В «Послании Лентула» есть одна несообразность: Христос изображен в нем бородатым, хотя во времена его написания христианскому духовенству строго запрещалось иметь растительность на лице, да и миряне носили ее все реже. В 1119 году Тулузский собор пригрозил отлучением всякому священнику, который отрастит бороду, а папа Александр III, глава Церкви в 1159–1181 годах, дозволил архидьяконам насильно сбривать священникам бороды. Законы против бород у духовенства оставались в силе на протяжении всех Средних веков, а к пятнадцатому столетию, по крайней мере в Италии, бороды вышли из обихода не только в клерикальной, но и в светской среде. Властители, современники Леонардо, такие как Лоренцо Медичи и Федериго да Монтефельтро, ходили чисто выбритыми; то же касается Лодовико Сфорца и всех членов его клана. На фресках Гирландайо в капелле Торнабуони изображены видные флорентинцы, от крупных банкиров до ученых-гуманистов, и все они безбороды. Многочисленные автопортреты Гирландайо свидетельствуют о том, что и он часто захаживал к цирюльнику; то же относится к Перуджино, Боттичелли и Рафаэлю. Джордж Элиот совершенно достоверно описывает в «Ромоле», романе о жизни Флоренции эпохи Возрождения, сцену, когда цирюльник достает ножницы, чтобы облагородить облик гостя из Греции. «Здесь, во Флоренции, – наставляет клиента цирюльник, – мы не любим, когда нос человека торчит из копны волос». В Милане и Риме к растительности на лице относились столь же неодобрительно. Даже почти все евреи в Италии XV века ходили бритыми и так были похожи на христиан, что в периоды гонений (например, в Милане в 1452–1466 годах) их обязывали носить отличительные знаки в форме желтой нашивки: не Звезды Давида, а il segno del O, круга, вырезанного из желтой ткани.[391]

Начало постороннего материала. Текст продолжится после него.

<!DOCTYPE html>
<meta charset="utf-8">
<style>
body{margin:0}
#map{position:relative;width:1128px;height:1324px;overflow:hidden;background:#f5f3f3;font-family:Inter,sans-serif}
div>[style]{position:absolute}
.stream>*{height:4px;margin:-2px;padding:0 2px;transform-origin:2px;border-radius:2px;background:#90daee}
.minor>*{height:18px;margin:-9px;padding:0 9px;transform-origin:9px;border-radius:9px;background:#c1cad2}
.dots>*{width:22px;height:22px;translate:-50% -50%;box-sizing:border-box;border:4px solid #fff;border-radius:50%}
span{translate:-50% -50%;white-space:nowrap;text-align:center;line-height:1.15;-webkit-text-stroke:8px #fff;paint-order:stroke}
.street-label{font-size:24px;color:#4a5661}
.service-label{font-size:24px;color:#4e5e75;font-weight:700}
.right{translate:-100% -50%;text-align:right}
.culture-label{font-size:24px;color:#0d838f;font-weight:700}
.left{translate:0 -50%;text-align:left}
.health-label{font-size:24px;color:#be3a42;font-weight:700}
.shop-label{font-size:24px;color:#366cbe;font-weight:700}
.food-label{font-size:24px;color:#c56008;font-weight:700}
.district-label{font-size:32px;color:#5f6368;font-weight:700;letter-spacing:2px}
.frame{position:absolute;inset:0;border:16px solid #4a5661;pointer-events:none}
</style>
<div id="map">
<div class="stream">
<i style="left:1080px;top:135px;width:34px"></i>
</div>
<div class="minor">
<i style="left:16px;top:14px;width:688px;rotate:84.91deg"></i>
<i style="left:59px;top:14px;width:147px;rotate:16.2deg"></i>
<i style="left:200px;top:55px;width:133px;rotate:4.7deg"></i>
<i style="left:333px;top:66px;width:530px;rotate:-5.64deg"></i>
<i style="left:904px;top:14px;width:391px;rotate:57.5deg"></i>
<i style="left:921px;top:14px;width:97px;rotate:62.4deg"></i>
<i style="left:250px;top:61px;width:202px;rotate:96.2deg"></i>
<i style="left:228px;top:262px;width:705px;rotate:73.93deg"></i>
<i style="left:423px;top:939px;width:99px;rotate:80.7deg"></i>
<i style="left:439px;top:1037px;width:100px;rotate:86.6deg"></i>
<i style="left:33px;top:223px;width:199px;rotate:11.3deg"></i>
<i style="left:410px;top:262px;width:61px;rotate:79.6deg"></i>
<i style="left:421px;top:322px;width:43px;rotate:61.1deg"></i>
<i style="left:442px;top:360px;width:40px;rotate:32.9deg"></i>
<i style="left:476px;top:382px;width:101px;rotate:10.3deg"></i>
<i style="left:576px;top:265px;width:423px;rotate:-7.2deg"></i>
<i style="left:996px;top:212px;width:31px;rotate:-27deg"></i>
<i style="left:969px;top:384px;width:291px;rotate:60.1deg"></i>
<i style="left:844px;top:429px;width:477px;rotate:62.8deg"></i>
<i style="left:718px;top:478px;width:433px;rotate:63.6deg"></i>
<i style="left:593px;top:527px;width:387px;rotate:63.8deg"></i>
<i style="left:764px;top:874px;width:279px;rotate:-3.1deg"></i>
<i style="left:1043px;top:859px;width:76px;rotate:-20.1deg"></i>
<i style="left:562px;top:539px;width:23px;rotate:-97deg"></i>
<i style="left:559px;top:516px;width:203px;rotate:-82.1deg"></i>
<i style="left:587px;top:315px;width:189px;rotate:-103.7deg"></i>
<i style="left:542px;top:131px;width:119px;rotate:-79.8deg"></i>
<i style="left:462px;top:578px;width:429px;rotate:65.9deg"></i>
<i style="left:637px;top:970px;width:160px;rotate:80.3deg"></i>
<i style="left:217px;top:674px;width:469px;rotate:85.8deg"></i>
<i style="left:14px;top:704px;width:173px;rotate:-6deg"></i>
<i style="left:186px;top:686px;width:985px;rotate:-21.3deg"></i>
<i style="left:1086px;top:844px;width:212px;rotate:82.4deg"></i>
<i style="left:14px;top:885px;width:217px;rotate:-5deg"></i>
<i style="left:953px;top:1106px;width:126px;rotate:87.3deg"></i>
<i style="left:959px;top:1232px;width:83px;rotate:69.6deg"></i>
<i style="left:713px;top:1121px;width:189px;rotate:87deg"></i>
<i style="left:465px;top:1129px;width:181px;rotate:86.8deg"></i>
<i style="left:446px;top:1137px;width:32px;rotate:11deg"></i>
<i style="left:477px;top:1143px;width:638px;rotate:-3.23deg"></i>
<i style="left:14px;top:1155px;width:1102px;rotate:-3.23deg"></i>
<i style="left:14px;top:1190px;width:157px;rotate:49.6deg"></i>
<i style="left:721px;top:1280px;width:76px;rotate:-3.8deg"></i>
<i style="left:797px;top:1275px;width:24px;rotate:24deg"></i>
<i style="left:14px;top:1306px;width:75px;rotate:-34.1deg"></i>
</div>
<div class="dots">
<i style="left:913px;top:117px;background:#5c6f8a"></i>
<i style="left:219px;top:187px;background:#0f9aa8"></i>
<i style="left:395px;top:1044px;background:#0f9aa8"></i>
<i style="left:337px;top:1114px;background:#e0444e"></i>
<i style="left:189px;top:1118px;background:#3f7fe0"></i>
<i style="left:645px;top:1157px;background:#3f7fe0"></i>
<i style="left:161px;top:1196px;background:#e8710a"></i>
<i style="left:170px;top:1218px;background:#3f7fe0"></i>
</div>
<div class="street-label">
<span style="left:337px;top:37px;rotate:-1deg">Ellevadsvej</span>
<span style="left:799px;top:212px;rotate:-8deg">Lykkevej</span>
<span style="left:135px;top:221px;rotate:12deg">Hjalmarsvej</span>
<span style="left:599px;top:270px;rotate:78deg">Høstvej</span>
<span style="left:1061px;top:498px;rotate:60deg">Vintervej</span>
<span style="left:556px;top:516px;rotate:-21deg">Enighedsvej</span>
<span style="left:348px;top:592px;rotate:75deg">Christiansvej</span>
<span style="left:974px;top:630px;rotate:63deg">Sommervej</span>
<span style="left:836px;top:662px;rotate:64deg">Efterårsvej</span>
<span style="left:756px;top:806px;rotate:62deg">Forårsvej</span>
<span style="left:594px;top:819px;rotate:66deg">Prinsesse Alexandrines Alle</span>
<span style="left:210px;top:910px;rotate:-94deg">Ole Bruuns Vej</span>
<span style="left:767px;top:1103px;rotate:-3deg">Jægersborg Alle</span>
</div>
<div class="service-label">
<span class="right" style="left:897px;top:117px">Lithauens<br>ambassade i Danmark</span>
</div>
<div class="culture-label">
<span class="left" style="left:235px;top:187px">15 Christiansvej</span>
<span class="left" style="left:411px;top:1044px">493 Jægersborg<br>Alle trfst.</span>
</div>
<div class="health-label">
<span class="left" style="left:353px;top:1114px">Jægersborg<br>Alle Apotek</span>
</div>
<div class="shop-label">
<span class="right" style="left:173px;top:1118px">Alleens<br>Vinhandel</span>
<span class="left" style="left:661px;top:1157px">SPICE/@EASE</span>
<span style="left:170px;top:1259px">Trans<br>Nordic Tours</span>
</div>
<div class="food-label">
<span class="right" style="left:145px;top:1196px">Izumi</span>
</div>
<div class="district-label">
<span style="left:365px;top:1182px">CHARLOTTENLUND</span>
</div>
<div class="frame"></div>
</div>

Борода для итальянцев XV века выглядела экзотически и была знаком глубокой религиозности, приметой далеких миров ислама и восточного христианства. Однако даже великий греческий ученый из Константинополя Иоанн Аргиропул сбрил бороду, когда прибыл во Флоренцию, – флорентинцы назвали это Latinizzamento (латинизацией). Очень немногие итальянцы носили бороды: самопровозглашенные пророки, святые отшельники, которые появились в итальянских городах в последние десятилетия XV века, такие как «Guglielmo barbato» (бородатый Гульельмо) – он проповедовал в Риме в 1470-е годы, «пророча в полный голос зло», по словам одного поэта.[392]

Еще одним редким итальянцем эпохи Леонардо, носившим бороду, был сам Леонардо – это видно по его рисунку сангиной. Однако рисунок этот выполнен лет через двадцать после завершения «Тайной вечери», а вот о том, как Леонардо выглядел в 1490-е годы, у нас нет решительно никаких свидетельств. Вполне возможно, что, хотя до нас и дошел портрет бородатого старца, в миланский период он не носил бороды.

* * *

Как мы уже говорили, приступив к работе над росписью, Леонардо купил Библию. Судя по всему, он серьезно изучал Священную историю, вглядываясь в религию с той же пристальностью, с какой вглядывался в любой интересовавший его предмет. В записных книжках есть страница, где он прерывает рассуждения о том, мог ли потоп, случившийся во времена Ноя, принести «ракушки» (мы теперь называем их окаменелостями), которые находят на вершинах гор, с морского берега, и говорит: «Здесь возникает сомнение, а именно: потоп, происшедший во времена Ноя, был ли всеобщим или нет?» Могли ли сорок дней и сорок ночей проливных дождей полностью покрыть поверхность Земли до того уровня, на котором находят ракушки? Если да, куда потом ушла вода? И могли ли ракушки, которые, по вычислениям Леонардо, быстрое течение переносит всего на несколько метров в день, проделать четырехсоткилометровое странствие от Адриатики до вершин Доломитов всего за сорок дней? «Здесь естественные причины отсутствуют, – заключает Леонардо, – потому необходимо для разрешения таких сомнений призвать на помощь чудо». Ничто, даже Библия, в которой он усматривал «конечную истину», не могло избежать его вопросов и ненасытного любопытства.[393]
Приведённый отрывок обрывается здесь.